Balena experienced a major incident on January 28, 2026 affecting API and Application Builder, lasting 3h 12m. The incident has been resolved; the full update timeline is below.
Affected components
Update timeline
- investigating Jan 28, 2026, 06:54 PM UTC
We're experiencing an elevated level of API errors and are currently looking into the issue.
- identified Jan 28, 2026, 07:45 PM UTC
The issue has been identified and a fix is being implemented.
- monitoring Jan 28, 2026, 08:08 PM UTC
A fix has been implemented and we are monitoring the results.

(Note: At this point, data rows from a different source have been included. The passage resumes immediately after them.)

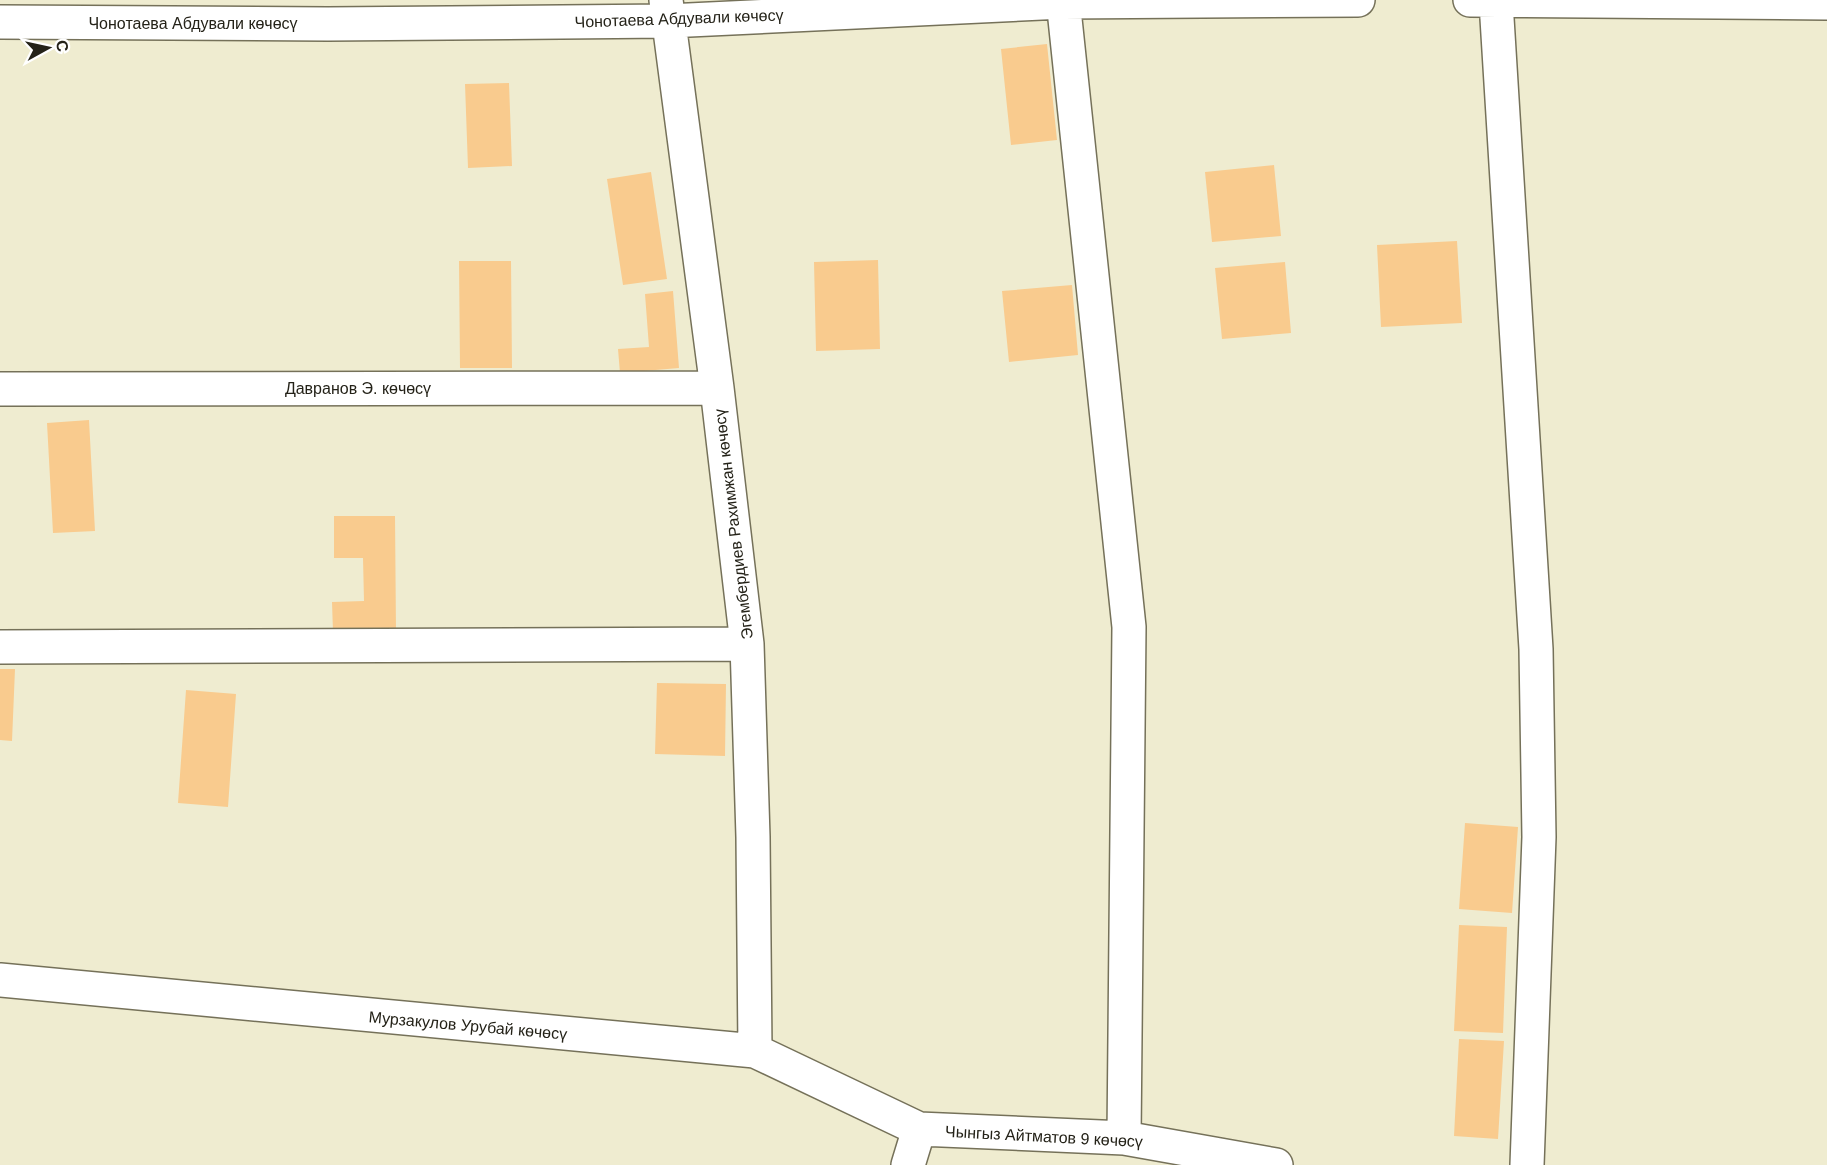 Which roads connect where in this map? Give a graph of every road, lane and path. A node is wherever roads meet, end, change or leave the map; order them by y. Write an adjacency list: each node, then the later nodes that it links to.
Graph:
1 (1358, 0): 2 (street, Чонотаева Абдували көчөсү)
2 (1063, 1): 5 (street, Чонотаева Абдували көчөсү); 14 (street)
3 (1483, 1): 4 (street); 17 (street)
4 (1827, 3)
5 (667, 10): 6 (street, Чонотаева Абдували көчөсү); 7 (street, Эгембердиев Рахимжан көчөсү)
6 (0, 22)
7 (717, 387): 8 (street, Давранов Э. көчөсү); 9 (street, Эгембердиев Рахимжан көчөсү)
8 (0, 389)
9 (747, 644): 10 (street); 12 (street, Эгембердиев Рахимжан көчөсү)
10 (0, 647)
11 (0, 980): 12 (street, Мурзакулов Урубай көчөсү)
12 (755, 1051): 13 (street, Мурзакулов Урубай көчөсү)
13 (919, 1129): 14 (street, Чынгыз Айтматов 9 көчөсү); 15 (street)
14 (1124, 1138): 16 (street, Чынгыз Айтматов 9 көчөсү)
15 (908, 1165)
16 (1276, 1165)
17 (1527, 1165)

- resolved Jan 28, 2026, 10:06 PM UTC
This incident has been resolved.
- postmortem Jan 29, 2026, 09:48 PM UTC
### What Happened On January 28, our API experienced degraded performance due to a cascading pod failure triggered by infrastructure inconsistency. ### Root Cause We unexpectedly had one node running on an older generation CPU, which caused uneven load distribution. When that node's pod failed a health check under normal traffic spikes, it triggered a cascading failure across other pods \(a "thundering herd" effect\). ### Resolution We resolved the incident by: * Scaling up the number of API pods to restore capacity during recovery * Removing the infrastructure inconsistency that caused the initial failure * Adjusting health check configurations to prevent similar cascading failures We apologize for any disruption this caused and appreciate your patience as we continue improving our platform's resilience.